GCR: Merge mission boards, chairman of North American Mission Board says
Tim Patterson, pastor of Hillcrest Baptist Church in Jacksonville, Fla., told the Florida Baptist Witness that Southern Baptists should have a "singular world mission agency."
Noting the SBC's declining membership and baptism statistics, Patterson said he has been concerned about the "direction of our denomination for some time." While the society, culture and world have changed in the past five decades, the SBC structure has not, he said.
Patterson said the "greatest" change in the SBC has been the "shift back to a biblical center where we honor and believe in the inerrancy, infallibility and plenary inspiration of the Word of God," but while the SBC's "message is stronger," its "methods remain antiquated" with inefficient agencies.
"We duplicate properties, personnel and programs and thus are not good stewards," he said.
(A restructuring of the Southern Baptist Convention was approved by messengers to the 1995 SBC annual meeting in Atlanta, on the occasion of the convention's sesquicentennial. For details, see editor's note below.)

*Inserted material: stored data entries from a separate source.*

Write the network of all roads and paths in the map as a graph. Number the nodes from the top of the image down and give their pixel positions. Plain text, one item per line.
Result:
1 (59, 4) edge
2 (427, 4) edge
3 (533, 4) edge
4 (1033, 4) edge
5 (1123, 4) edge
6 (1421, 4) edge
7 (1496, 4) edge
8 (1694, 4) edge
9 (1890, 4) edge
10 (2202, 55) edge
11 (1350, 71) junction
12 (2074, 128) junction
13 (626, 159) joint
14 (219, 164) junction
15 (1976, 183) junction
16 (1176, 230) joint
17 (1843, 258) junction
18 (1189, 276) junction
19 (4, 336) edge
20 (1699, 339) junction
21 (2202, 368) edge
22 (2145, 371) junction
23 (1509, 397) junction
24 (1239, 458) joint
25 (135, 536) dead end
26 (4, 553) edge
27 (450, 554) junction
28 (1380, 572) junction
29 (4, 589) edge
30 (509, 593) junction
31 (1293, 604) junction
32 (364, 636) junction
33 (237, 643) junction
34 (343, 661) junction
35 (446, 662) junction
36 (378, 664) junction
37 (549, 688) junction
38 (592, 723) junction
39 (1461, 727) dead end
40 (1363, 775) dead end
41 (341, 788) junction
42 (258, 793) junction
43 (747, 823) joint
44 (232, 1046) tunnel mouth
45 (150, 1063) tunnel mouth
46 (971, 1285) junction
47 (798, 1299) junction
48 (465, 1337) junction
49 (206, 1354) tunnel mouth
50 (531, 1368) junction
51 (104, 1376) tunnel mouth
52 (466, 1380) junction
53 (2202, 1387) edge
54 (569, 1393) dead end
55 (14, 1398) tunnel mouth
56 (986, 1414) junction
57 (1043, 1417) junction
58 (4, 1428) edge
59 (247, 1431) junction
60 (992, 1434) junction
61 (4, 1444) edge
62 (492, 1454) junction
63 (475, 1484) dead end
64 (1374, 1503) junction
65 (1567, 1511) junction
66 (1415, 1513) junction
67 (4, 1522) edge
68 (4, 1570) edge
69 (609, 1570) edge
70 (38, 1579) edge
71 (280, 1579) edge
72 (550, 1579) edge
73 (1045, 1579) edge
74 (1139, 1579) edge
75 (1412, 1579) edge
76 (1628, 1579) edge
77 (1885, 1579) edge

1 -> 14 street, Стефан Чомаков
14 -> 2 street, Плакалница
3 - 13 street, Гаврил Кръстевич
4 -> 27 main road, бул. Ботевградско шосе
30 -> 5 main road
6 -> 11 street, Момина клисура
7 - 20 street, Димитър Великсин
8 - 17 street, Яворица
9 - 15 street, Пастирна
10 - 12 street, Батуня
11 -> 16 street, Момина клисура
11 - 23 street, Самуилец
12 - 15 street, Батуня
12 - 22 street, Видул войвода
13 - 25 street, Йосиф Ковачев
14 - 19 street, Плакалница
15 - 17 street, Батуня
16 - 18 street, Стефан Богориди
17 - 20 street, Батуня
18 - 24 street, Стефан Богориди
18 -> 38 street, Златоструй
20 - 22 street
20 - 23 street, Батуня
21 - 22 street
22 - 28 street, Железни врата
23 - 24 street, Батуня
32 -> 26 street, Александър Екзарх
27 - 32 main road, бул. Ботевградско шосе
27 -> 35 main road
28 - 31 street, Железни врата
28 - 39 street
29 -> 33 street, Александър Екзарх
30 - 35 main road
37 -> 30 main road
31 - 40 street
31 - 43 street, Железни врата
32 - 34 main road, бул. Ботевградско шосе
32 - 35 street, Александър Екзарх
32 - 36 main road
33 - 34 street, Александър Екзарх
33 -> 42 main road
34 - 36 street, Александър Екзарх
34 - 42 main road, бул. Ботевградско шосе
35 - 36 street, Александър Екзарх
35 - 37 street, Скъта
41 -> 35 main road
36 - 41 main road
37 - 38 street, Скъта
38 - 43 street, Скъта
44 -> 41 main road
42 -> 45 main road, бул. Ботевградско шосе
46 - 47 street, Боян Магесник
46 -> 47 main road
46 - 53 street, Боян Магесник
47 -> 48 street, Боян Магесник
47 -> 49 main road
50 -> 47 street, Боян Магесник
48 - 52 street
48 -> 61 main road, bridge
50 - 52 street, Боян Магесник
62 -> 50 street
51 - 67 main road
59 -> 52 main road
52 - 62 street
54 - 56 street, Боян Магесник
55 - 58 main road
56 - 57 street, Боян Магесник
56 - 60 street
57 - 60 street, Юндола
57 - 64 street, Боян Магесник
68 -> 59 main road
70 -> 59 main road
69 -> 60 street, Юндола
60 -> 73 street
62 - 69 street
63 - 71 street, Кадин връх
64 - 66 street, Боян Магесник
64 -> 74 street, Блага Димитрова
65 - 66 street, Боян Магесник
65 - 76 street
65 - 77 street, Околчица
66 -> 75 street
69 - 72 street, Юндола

Because "North America is now just as much a foreign mission field as any other country or continent" with diverse people groups and cultures, Patterson said, "We need a singular world mission agency that does not lessen its emphasis on missions in North America or any other part of the world, but enhances it."
Patterson added, "The way we structure, fund and administer our work is overly bureaucratic and bloated. If we combine our efforts and funding, we could be much more effective and become better stewards of God's resources."
Patterson signed the GCR statement as NAMB trustee chairman because of his long history in denominational life, which has allowed him to have a "very good, first-hand understanding of how our systems work or don't work," he said.
Noting that he is the longest tenured current NAMB trustee, Patterson said he has seen the organization "at its best and worst."
Signing the declaration as NAMB chairman is "to make a personal statement that from my personal perspective as the chairman, I see the need for a Great Commission Resurgence."
Adapted from an article (http://www.floridabaptistwitness.com/10218.article) in the Florida Baptist Witness (floridabaptistwitness.com) by its executive editor, James A. Smith Sr.
EDITOR'S NOTE: Atop the restructuring of the Southern Baptist Convention in the mid-1990s, called "Covenant for a New Century," was a reduction in the number of SBC entities from 19 to 12, including the creation of the North American Mission Board from the former Home Mission Board, Brotherhood Commission and Radio and Television Commission. Other facets of the restructuring included new names for two SBC entities to better reflect their ministry assignments: International Mission Board (formerly Foreign Mission Board) and Ethics & Religious Liberty Commission (formerly Christian Life Commission). The SBC restructuring dissolved the former Historical, Stewardship and Education commissions, with other entities absorbing many of the three commissions' duties. The Southern Baptist Foundation, meanwhile, was positioned as a subsidiary of the Executive Committee. The restructuring process began in 1993 with a motion referred from the SBC annual meeting in Houston that the convention's president appoint a seven-member committee to "study the program statements of SBC agencies and institutions, and evaluate existing structures which are required to effectively implement such programs." In September of that year, SBC President Ed Young named the committee, called the Program and Structure Study Committee, in accord with the motion's call for three members from the Executive Committee, three from the convention at large and a chairman from either group. The study committee presented a unanimous report to the Executive Committee in February 1995 followed by its adoption on a 9,590-5,357 ballot vote by messengers at the SBC annual meeting in Atlanta. In September of that year, the Executive Committee approved the creation of a 10-member Implementation Task Force to carry out various organizational, personnel, legal and financial facets of the restructuring. The Implementation Task Force concluded its work in 1997, highlighted by the launch of the new North American Mission Board.